Collected data:
************
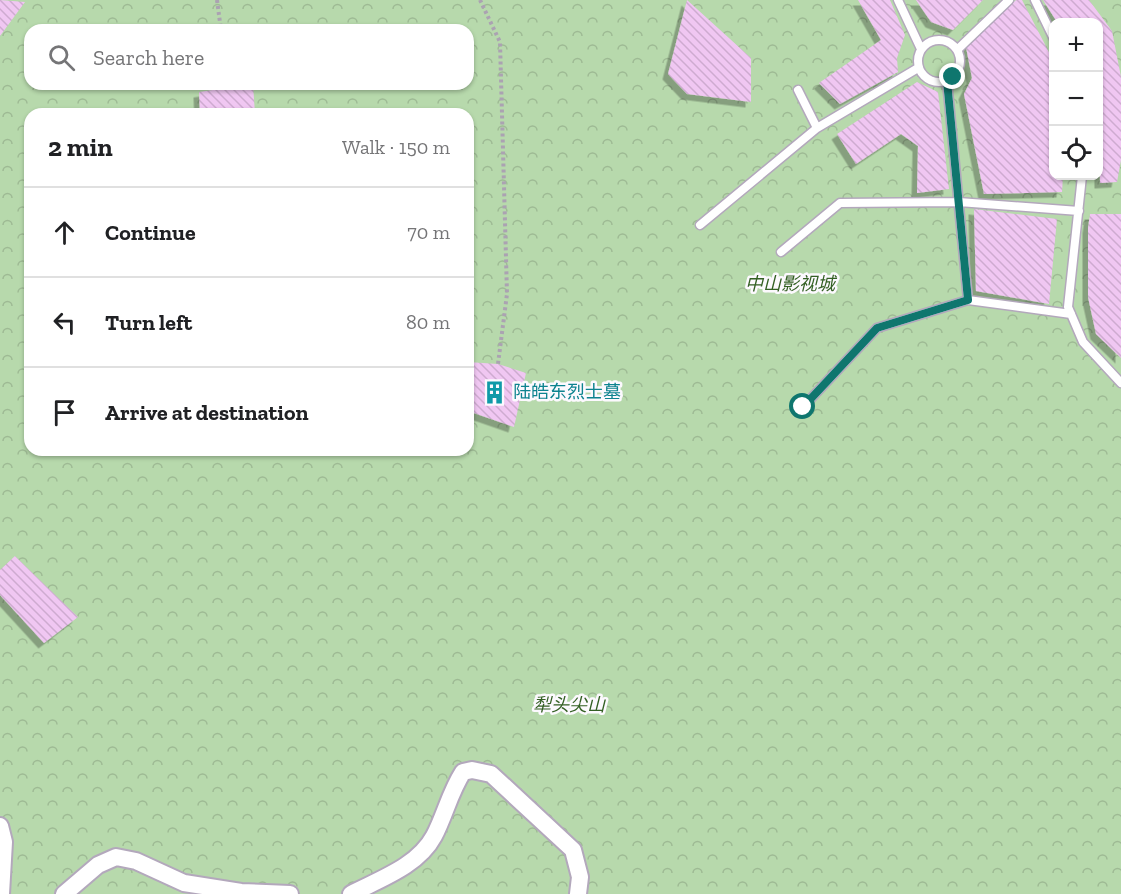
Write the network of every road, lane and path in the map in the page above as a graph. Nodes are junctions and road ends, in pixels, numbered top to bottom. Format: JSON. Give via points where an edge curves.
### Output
{"nodes":[{"id":1,"x":217,"y":0,"type":"edge"},
{"id":2,"x":480,"y":0,"type":"edge"},
{"id":3,"x":898,"y":0,"type":"edge"},
{"id":4,"x":1008,"y":0,"type":"edge"},
{"id":5,"x":1035,"y":0,"type":"edge"},
{"id":6,"x":219,"y":24,"type":"edge"},
{"id":7,"x":1049,"y":30,"type":"edge"},
{"id":8,"x":921,"y":48,"type":"junction"},
{"id":9,"x":957,"y":50,"type":"junction"},
{"id":10,"x":918,"y":69,"type":"junction"},
{"id":11,"x":947,"y":81,"type":"junction"},
{"id":12,"x":798,"y":90,"type":"dead end"},
{"id":13,"x":817,"y":128,"type":"junction"},
{"id":14,"x":1082,"y":180,"type":"edge"},
{"id":15,"x":959,"y":202,"type":"junction"},
{"id":16,"x":1079,"y":211,"type":"junction"},
{"id":17,"x":700,"y":225,"type":"dead end"},
{"id":18,"x":781,"y":252,"type":"dead end"},
{"id":19,"x":968,"y":300,"type":"junction"},
{"id":20,"x":1071,"y":314,"type":"junction"},
{"id":21,"x":498,"y":364,"type":"dead end"},
{"id":22,"x":1121,"y":383,"type":"edge"},
{"id":23,"x":803,"y":407,"type":"dead end"},
{"id":24,"x":0,"y":826,"type":"edge"},
{"id":25,"x":1,"y":894,"type":"edge"},
{"id":26,"x":64,"y":894,"type":"edge"},
{"id":27,"x":290,"y":894,"type":"edge"},
{"id":28,"x":351,"y":894,"type":"edge"},
{"id":29,"x":578,"y":894,"type":"edge"}],
"edges":[{"from":1,"to":6,"type":"path"},
{"from":2,"to":21,"type":"path","via":[[500,42],[507,294]]},
{"from":3,"to":8,"type":"lane"},
{"from":4,"to":9,"type":"lane"},
{"from":5,"to":7,"type":"lane"},
{"from":8,"to":9,"type":"lane","via":[[939,40]]},
{"from":8,"to":10,"type":"lane"},
{"from":9,"to":11,"type":"lane","via":[[958,71]]},
{"from":10,"to":11,"type":"lane","via":[[933,82]]},
{"from":10,"to":13,"type":"lane"},
{"from":11,"to":15,"type":"lane"},
{"from":12,"to":13,"type":"lane"},
{"from":13,"to":17,"type":"lane"},
{"from":14,"to":16,"type":"lane"},
{"from":15,"to":16,"type":"lane"},
{"from":15,"to":18,"type":"lane","via":[[840,203]]},
{"from":15,"to":19,"type":"lane"},
{"from":16,"to":20,"type":"lane","via":[[1068,307]]},
{"from":19,"to":20,"type":"lane"},
{"from":19,"to":23,"type":"lane","via":[[877,328]]},
{"from":20,"to":22,"type":"lane","via":[[1083,342]]},
{"from":24,"to":25,"type":"street","via":[[4,842]]},
{"from":26,"to":27,"type":"street","via":[[98,864],[116,857],[136,861],[184,884]]},
{"from":28,"to":29,"type":"street","via":[[410,864],[434,837],[463,772],[472,770],[491,774],[573,850],[580,877]]}]}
************
■ ABOUT THIS EXERCISE ■
The copy should hold every entry above word for word and none of the pictures.

■ YOUR SOLUTION ■
Write the network of every road, lane and path in the map in the page above as a graph. Nodes are junctions and road ends, in pixels, numbered top to bottom. Format: JSON. Give via points where an edge curves.
### Output
{"nodes":[{"id":1,"x":217,"y":0,"type":"edge"},
{"id":2,"x":480,"y":0,"type":"edge"},
{"id":3,"x":898,"y":0,"type":"edge"},
{"id":4,"x":1008,"y":0,"type":"edge"},
{"id":5,"x":1035,"y":0,"type":"edge"},
{"id":6,"x":219,"y":24,"type":"edge"},
{"id":7,"x":1049,"y":30,"type":"edge"},
{"id":8,"x":921,"y":48,"type":"junction"},
{"id":9,"x":957,"y":50,"type":"junction"},
{"id":10,"x":918,"y":69,"type":"junction"},
{"id":11,"x":947,"y":81,"type":"junction"},
{"id":12,"x":798,"y":90,"type":"dead end"},
{"id":13,"x":817,"y":128,"type":"junction"},
{"id":14,"x":1082,"y":180,"type":"edge"},
{"id":15,"x":959,"y":202,"type":"junction"},
{"id":16,"x":1079,"y":211,"type":"junction"},
{"id":17,"x":700,"y":225,"type":"dead end"},
{"id":18,"x":781,"y":252,"type":"dead end"},
{"id":19,"x":968,"y":300,"type":"junction"},
{"id":20,"x":1071,"y":314,"type":"junction"},
{"id":21,"x":498,"y":364,"type":"dead end"},
{"id":22,"x":1121,"y":383,"type":"edge"},
{"id":23,"x":803,"y":407,"type":"dead end"},
{"id":24,"x":0,"y":826,"type":"edge"},
{"id":25,"x":1,"y":894,"type":"edge"},
{"id":26,"x":64,"y":894,"type":"edge"},
{"id":27,"x":290,"y":894,"type":"edge"},
{"id":28,"x":351,"y":894,"type":"edge"},
{"id":29,"x":578,"y":894,"type":"edge"}],
"edges":[{"from":1,"to":6,"type":"path"},
{"from":2,"to":21,"type":"path","via":[[500,42],[507,294]]},
{"from":3,"to":8,"type":"lane"},
{"from":4,"to":9,"type":"lane"},
{"from":5,"to":7,"type":"lane"},
{"from":8,"to":9,"type":"lane","via":[[939,40]]},
{"from":8,"to":10,"type":"lane"},
{"from":9,"to":11,"type":"lane","via":[[958,71]]},
{"from":10,"to":11,"type":"lane","via":[[933,82]]},
{"from":10,"to":13,"type":"lane"},
{"from":11,"to":15,"type":"lane"},
{"from":12,"to":13,"type":"lane"},
{"from":13,"to":17,"type":"lane"},
{"from":14,"to":16,"type":"lane"},
{"from":15,"to":16,"type":"lane"},
{"from":15,"to":18,"type":"lane","via":[[840,203]]},
{"from":15,"to":19,"type":"lane"},
{"from":16,"to":20,"type":"lane","via":[[1068,307]]},
{"from":19,"to":20,"type":"lane"},
{"from":19,"to":23,"type":"lane","via":[[877,328]]},
{"from":20,"to":22,"type":"lane","via":[[1083,342]]},
{"from":24,"to":25,"type":"street","via":[[4,842]]},
{"from":26,"to":27,"type":"street","via":[[98,864],[116,857],[136,861],[184,884]]},
{"from":28,"to":29,"type":"street","via":[[410,864],[434,837],[463,772],[472,770],[491,774],[573,850],[580,877]]}]}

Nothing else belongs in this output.